__Work required__
Word for word, repeat each record that follows.
** Opening Records provided block **
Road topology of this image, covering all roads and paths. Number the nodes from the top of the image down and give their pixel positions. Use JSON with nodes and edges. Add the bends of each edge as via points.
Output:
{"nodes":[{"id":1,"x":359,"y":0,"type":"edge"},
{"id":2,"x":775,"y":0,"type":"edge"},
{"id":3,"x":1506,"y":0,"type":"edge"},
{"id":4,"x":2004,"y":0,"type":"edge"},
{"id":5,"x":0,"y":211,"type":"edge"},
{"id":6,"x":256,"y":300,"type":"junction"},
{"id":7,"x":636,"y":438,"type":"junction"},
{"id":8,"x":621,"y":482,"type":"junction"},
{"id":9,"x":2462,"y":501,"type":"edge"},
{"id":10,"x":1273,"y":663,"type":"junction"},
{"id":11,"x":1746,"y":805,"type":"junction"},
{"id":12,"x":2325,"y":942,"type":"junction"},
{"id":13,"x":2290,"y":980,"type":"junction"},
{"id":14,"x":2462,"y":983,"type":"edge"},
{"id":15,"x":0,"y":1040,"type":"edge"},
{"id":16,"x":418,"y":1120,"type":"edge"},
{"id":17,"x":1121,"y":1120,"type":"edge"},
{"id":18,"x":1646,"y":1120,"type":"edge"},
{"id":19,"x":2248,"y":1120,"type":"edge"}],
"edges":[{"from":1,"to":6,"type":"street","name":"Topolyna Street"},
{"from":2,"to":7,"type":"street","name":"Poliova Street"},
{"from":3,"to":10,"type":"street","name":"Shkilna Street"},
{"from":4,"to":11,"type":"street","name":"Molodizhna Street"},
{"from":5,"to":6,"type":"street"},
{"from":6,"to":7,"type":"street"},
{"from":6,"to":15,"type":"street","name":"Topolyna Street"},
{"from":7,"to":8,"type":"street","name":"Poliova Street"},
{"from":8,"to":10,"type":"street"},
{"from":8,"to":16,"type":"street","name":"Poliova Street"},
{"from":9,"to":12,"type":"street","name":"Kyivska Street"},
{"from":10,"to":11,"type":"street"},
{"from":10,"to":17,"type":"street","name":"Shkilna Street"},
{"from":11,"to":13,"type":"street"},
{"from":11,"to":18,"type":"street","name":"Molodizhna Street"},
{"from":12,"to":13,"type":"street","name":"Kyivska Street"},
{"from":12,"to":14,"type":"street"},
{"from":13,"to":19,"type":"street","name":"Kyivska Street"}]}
** Closing Records provided block **
__Expected answer__
Road topology of this image, covering all roads and paths. Number the nodes from the top of the image down and give their pixel positions. Use JSON with nodes and edges. Add the bends of each edge as via points.
Output:
{"nodes":[{"id":1,"x":359,"y":0,"type":"edge"},
{"id":2,"x":775,"y":0,"type":"edge"},
{"id":3,"x":1506,"y":0,"type":"edge"},
{"id":4,"x":2004,"y":0,"type":"edge"},
{"id":5,"x":0,"y":211,"type":"edge"},
{"id":6,"x":256,"y":300,"type":"junction"},
{"id":7,"x":636,"y":438,"type":"junction"},
{"id":8,"x":621,"y":482,"type":"junction"},
{"id":9,"x":2462,"y":501,"type":"edge"},
{"id":10,"x":1273,"y":663,"type":"junction"},
{"id":11,"x":1746,"y":805,"type":"junction"},
{"id":12,"x":2325,"y":942,"type":"junction"},
{"id":13,"x":2290,"y":980,"type":"junction"},
{"id":14,"x":2462,"y":983,"type":"edge"},
{"id":15,"x":0,"y":1040,"type":"edge"},
{"id":16,"x":418,"y":1120,"type":"edge"},
{"id":17,"x":1121,"y":1120,"type":"edge"},
{"id":18,"x":1646,"y":1120,"type":"edge"},
{"id":19,"x":2248,"y":1120,"type":"edge"}],
"edges":[{"from":1,"to":6,"type":"street","name":"Topolyna Street"},
{"from":2,"to":7,"type":"street","name":"Poliova Street"},
{"from":3,"to":10,"type":"street","name":"Shkilna Street"},
{"from":4,"to":11,"type":"street","name":"Molodizhna Street"},
{"from":5,"to":6,"type":"street"},
{"from":6,"to":7,"type":"street"},
{"from":6,"to":15,"type":"street","name":"Topolyna Street"},
{"from":7,"to":8,"type":"street","name":"Poliova Street"},
{"from":8,"to":10,"type":"street"},
{"from":8,"to":16,"type":"street","name":"Poliova Street"},
{"from":9,"to":12,"type":"street","name":"Kyivska Street"},
{"from":10,"to":11,"type":"street"},
{"from":10,"to":17,"type":"street","name":"Shkilna Street"},
{"from":11,"to":13,"type":"street"},
{"from":11,"to":18,"type":"street","name":"Molodizhna Street"},
{"from":12,"to":13,"type":"street","name":"Kyivska Street"},
{"from":12,"to":14,"type":"street"},
{"from":13,"to":19,"type":"street","name":"Kyivska Street"}]}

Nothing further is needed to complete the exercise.